→ **Task directions**:
Count each line below that has "улица" anywhere in it. Answer with the total alone.
Start of Given information
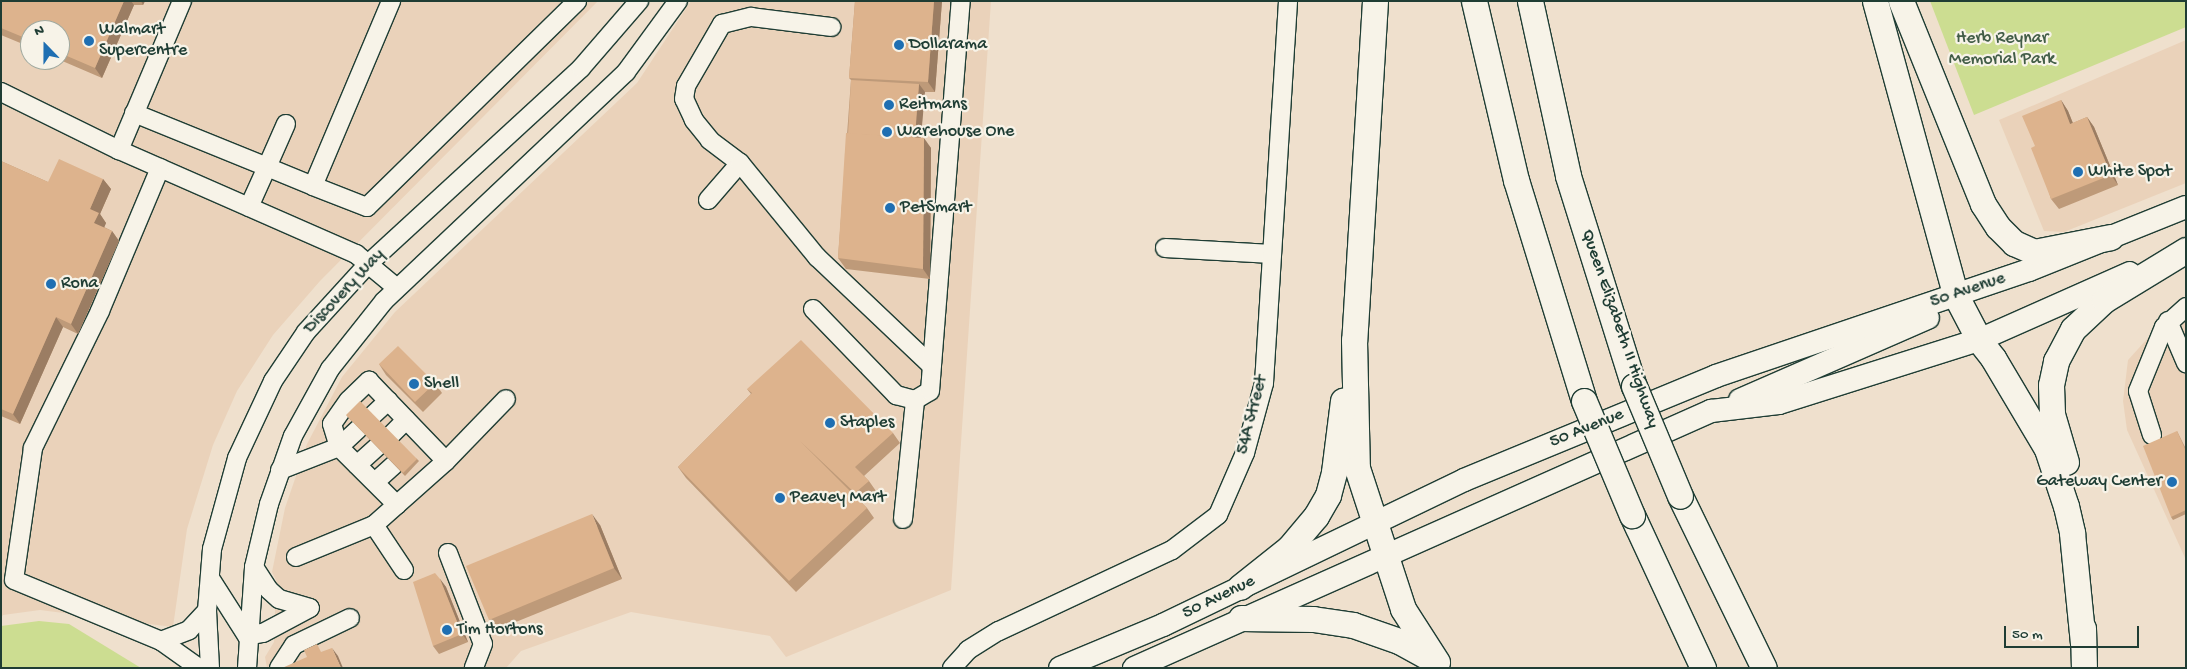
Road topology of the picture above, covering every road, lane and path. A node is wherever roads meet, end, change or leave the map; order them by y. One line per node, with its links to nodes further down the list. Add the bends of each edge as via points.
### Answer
1 (182, 1): 15 (street)
2 (391, 1): 21 (street)
3 (578, 1): 21 (street, via 366,208)
4 (639, 1): 29 (street, Discovery Way, via 581,68)
5 (678, 1): 30 (street, Discovery Way, via 626,72)
6 (961, 1): 38 (street)
7 (1288, 1): 28 (street, 54A Street)
8 (1375, 1): 35 (highway)
9 (1474, 1): 86 (highway, bridge, via 1516,180 1584,401 1632,515)
10 (1530, 1): 87 (highway, Queen Elizabeth II Highway, bridge, via 1568,176 1634,386 1680,496)
11 (1875, 1): 31 (highway)
12 (1901, 1): 25 (highway, via 1983,204 1998,227 2014,243 2034,252)
13 (831, 28): 18 (street, via 751,17 722,24 686,86 684,99 694,120 710,140)
14 (1, 92): 17 (street)
15 (134, 113): 17 (street); 19 (street)
16 (286, 124): 19 (street)
17 (119, 150): 20 (street)
18 (740, 163): 22 (street); 38 (street, via 816,257)
19 (267, 167): 21 (street); 23 (street)
20 (160, 168): 23 (street); 73 (street, via 100,311 33,448 14,580)
21 (313, 186)
22 (708, 200)
23 (249, 206): 29 (street, via 356,254)
24 (2186, 207): 25 (main road, 50 Avenue)
25 (2111, 237): 31 (main road, 50 Avenue, via 2029,270)
26 (1165, 248): 28 (street)
27 (2186, 249): 36 (main road, 50 Avenue); 74 (highway, via 2086,314 2073,328 2056,361 2052,414 2072,481 2078,518)
28 (1272, 254): 83 (street, 54A Street, via 1264,383 1245,453 1218,515 1172,550 999,631 968,650)
29 (368, 264): 30 (street); 67 (street, Discovery Way, via 306,332 260,406 229,484 212,549)
30 (397, 288): 56 (street, Discovery Way, via 360,328 330,369)
31 (1955, 294): 36 (highway); 42 (main road, via 1938,313 1892,336); 52 (main road, 50 Avenue, via 1716,376)
32 (2186, 307): 34 (street)
33 (813, 309): 40 (street, via 896,395)
34 (2168, 321): 37 (street); 47 (street, via 2138,391)
35 (1354, 340): 60 (highway, via 1357,468); 68 (highway, via 1328,495 1304,533)
36 (1979, 340): 42 (main road, 50 Avenue, via 1780,403); 74 (highway, via 2034,426 2056,474 2072,532)
37 (2186, 363)
38 (932, 366): 40 (street, via 930,391)
39 (506, 399): 53 (street)
40 (915, 400): 59 (street)
41 (388, 402): 43 (street); 44 (street); 49 (street, via 369,381 332,424)
42 (1711, 411): 63 (main road, 50 Avenue)
43 (374, 415)
44 (406, 420): 46 (street); 48 (street)
45 (358, 429): 49 (street)
46 (392, 434)
47 (2152, 435)
48 (422, 437): 51 (street); 53 (street)
49 (339, 447): 54 (street); 56 (street)
50 (377, 447): 54 (street)
51 (409, 451)
52 (1524, 455): 60 (main road, 50 Avenue); 63 (main road, via 1395,526 1385,541)
53 (446, 461): 58 (street)
54 (357, 465): 57 (street)
55 (394, 465): 57 (street)
56 (280, 470): 65 (street, Discovery Way)
57 (375, 482): 58 (street)
58 (397, 505): 61 (street)
59 (903, 518)
60 (1373, 523): 63 (highway); 68 (main road, 50 Avenue)
61 (374, 525): 64 (street); 66 (street)
62 (448, 553): 75 (street)
63 (1382, 555): 71 (main road, 50 Avenue); 76 (highway, via 1402,609)
64 (296, 556)
65 (254, 567): 72 (street, Discovery Way); 72 (street, via 279,599 310,608 263,633)
66 (404, 570)
67 (210, 578): 69 (street, Discovery Way); 72 (street)
68 (1240, 587): 84 (main road, 50 Avenue)
69 (207, 611): 73 (street, via 189,630); 78 (street, Discovery Way)
70 (350, 618): 80 (street, via 294,645)
71 (1241, 618): 76 (highway, via 1313,619 1353,625 1400,642); 85 (main road, 50 Avenue)
72 (247, 636): 79 (street, Discovery Way)
73 (161, 641): 77 (street)
74 (2083, 643): 88 (highway)
75 (483, 644): 81 (street); 82 (street)
76 (1441, 665)
77 (199, 668)
78 (210, 668)
79 (247, 668)
80 (279, 668)
81 (474, 668)
82 (489, 668)
83 (952, 668)
84 (1060, 668)
85 (1134, 668)
86 (1703, 668)
87 (1764, 668)
88 (2084, 668)

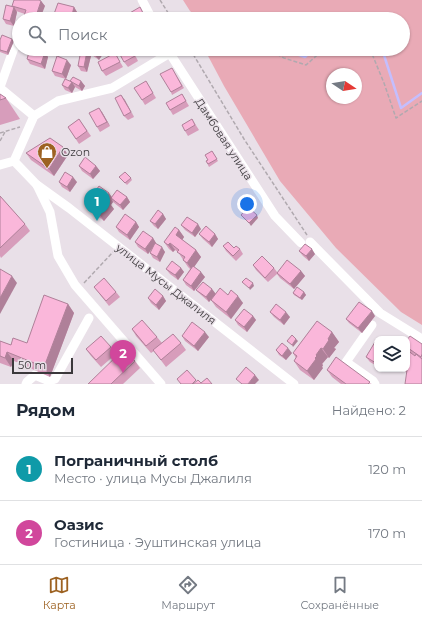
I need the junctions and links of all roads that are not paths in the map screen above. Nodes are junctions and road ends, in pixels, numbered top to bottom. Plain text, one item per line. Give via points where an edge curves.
1 (142, 0) edge
2 (148, 12) edge
3 (12, 54) edge
4 (161, 56) edge
5 (172, 56) edge
6 (0, 87) edge
7 (34, 116) junction
8 (14, 161) junction
9 (0, 165) edge
10 (37, 186) junction
11 (89, 318) dead end
12 (372, 325) dead end
13 (422, 338) edge
14 (26, 384) edge
15 (161, 384) edge
16 (294, 384) edge
17 (376, 384) edge

1 - 2 street
3 - 6 street
4 - 7 street via 112,88 58,101
5 - 13 street, Дамбовая улица via 274,216 380,314
6 - 7 street
7 - 8 street
8 - 9 street
8 - 10 street
10 - 15 street via 50,212 58,256 78,289
10 - 16 street, улица Мусы Джалиля via 69,208
11 - 14 street via 55,379 49,380 35,375
12 - 17 street via 346,362

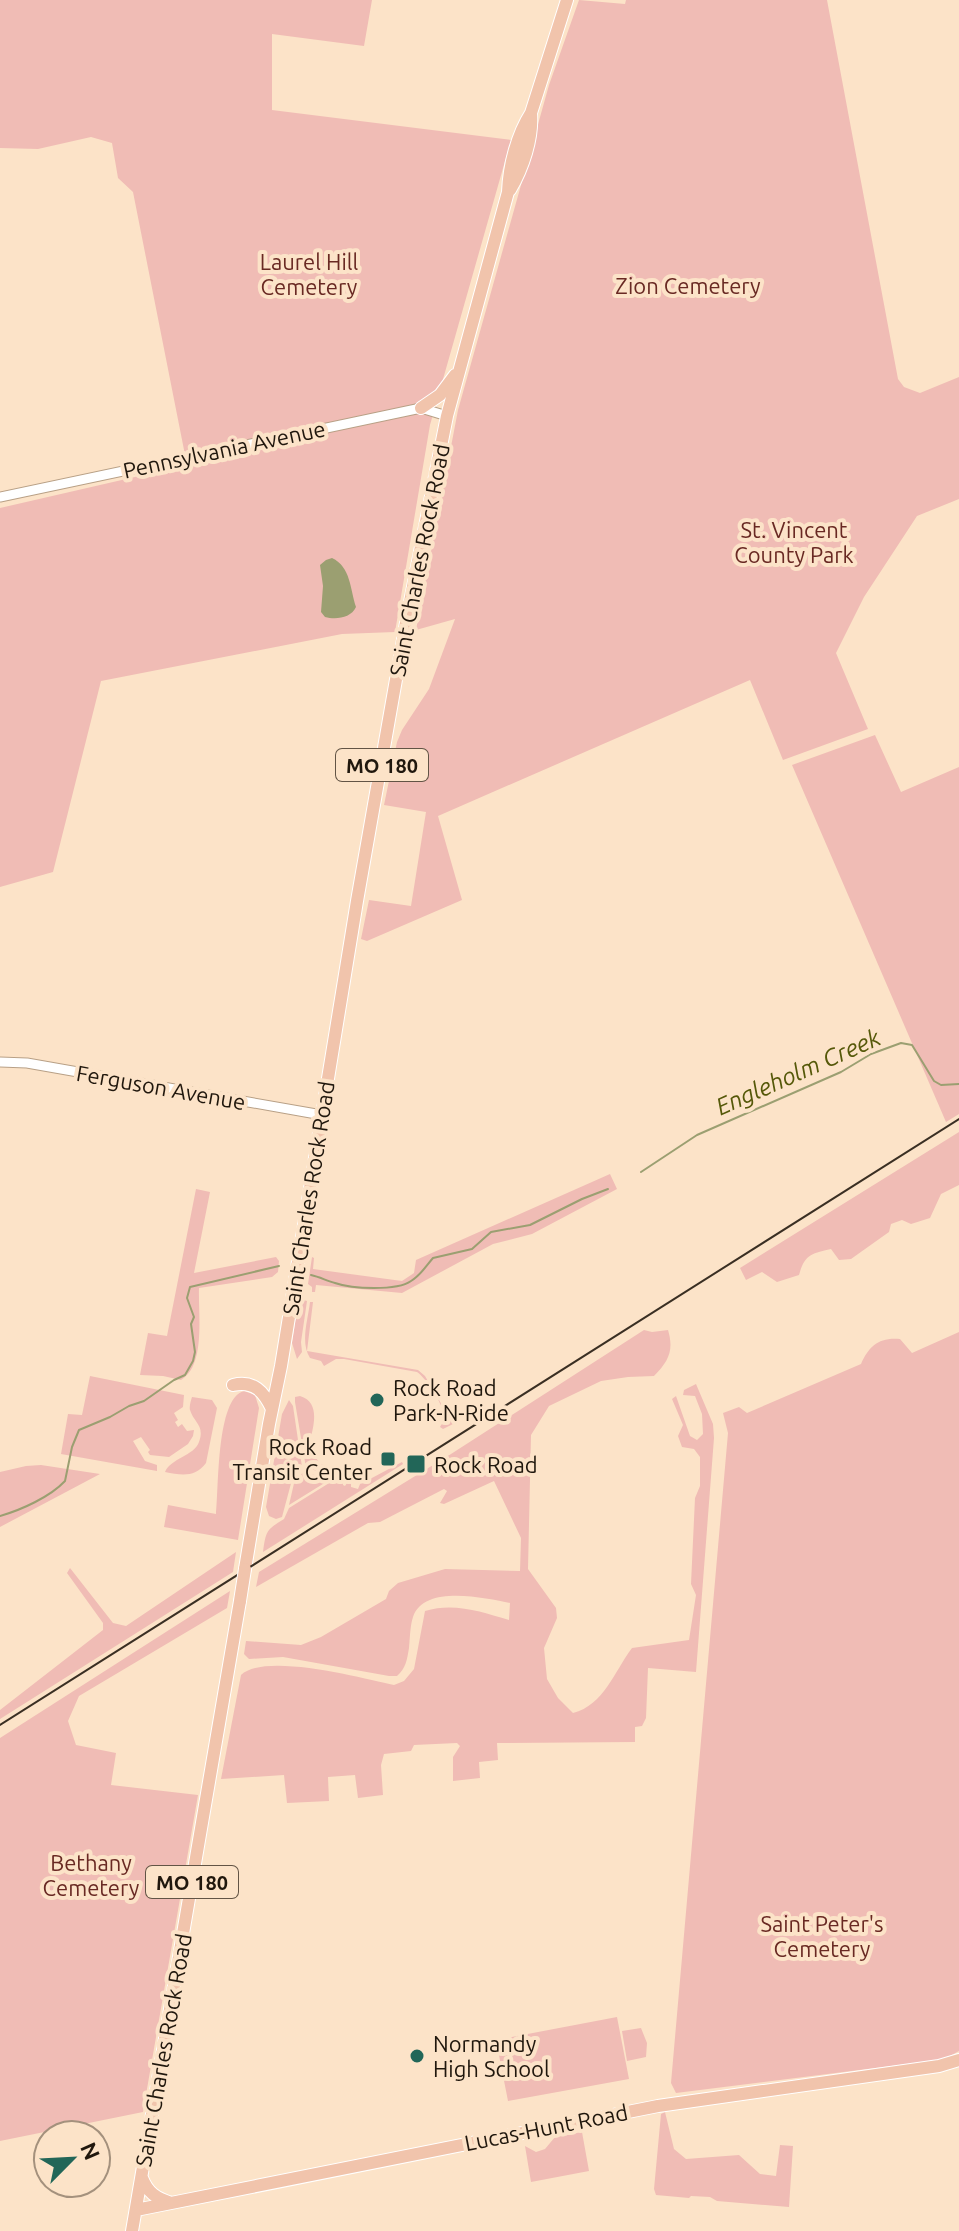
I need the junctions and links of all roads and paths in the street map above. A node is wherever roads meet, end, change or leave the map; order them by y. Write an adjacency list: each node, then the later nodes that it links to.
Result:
1 (567, 0): 2 (main road, Saint Charles Rock Road / MO 180)
2 (460, 369): 3 (main road); 4 (main road, Saint Charles Rock Road / MO 180)
3 (421, 408): 4 (street, Pennsylvania Avenue); 5 (street, Pennsylvania Avenue)
4 (447, 416): 7 (main road, Saint Charles Rock Road / MO 180)
5 (0, 497)
6 (0, 1062): 7 (street, Ferguson Avenue)
7 (322, 1115): 9 (main road, Saint Charles Rock Road / MO 180)
8 (233, 1385): 9 (main road)
9 (272, 1409): 11 (main road, Saint Charles Rock Road / MO 180, bridge)
10 (959, 2060): 12 (main road, Lucas-Hunt Road)
11 (142, 2178): 12 (main road); 13 (main road, Saint Charles Rock Road / MO 180)
12 (171, 2203): 13 (main road, Lucas-Hunt Road)
13 (136, 2210): 14 (main road, MO 180)
14 (132, 2231)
End of Given information
→ **Problem solution**:
2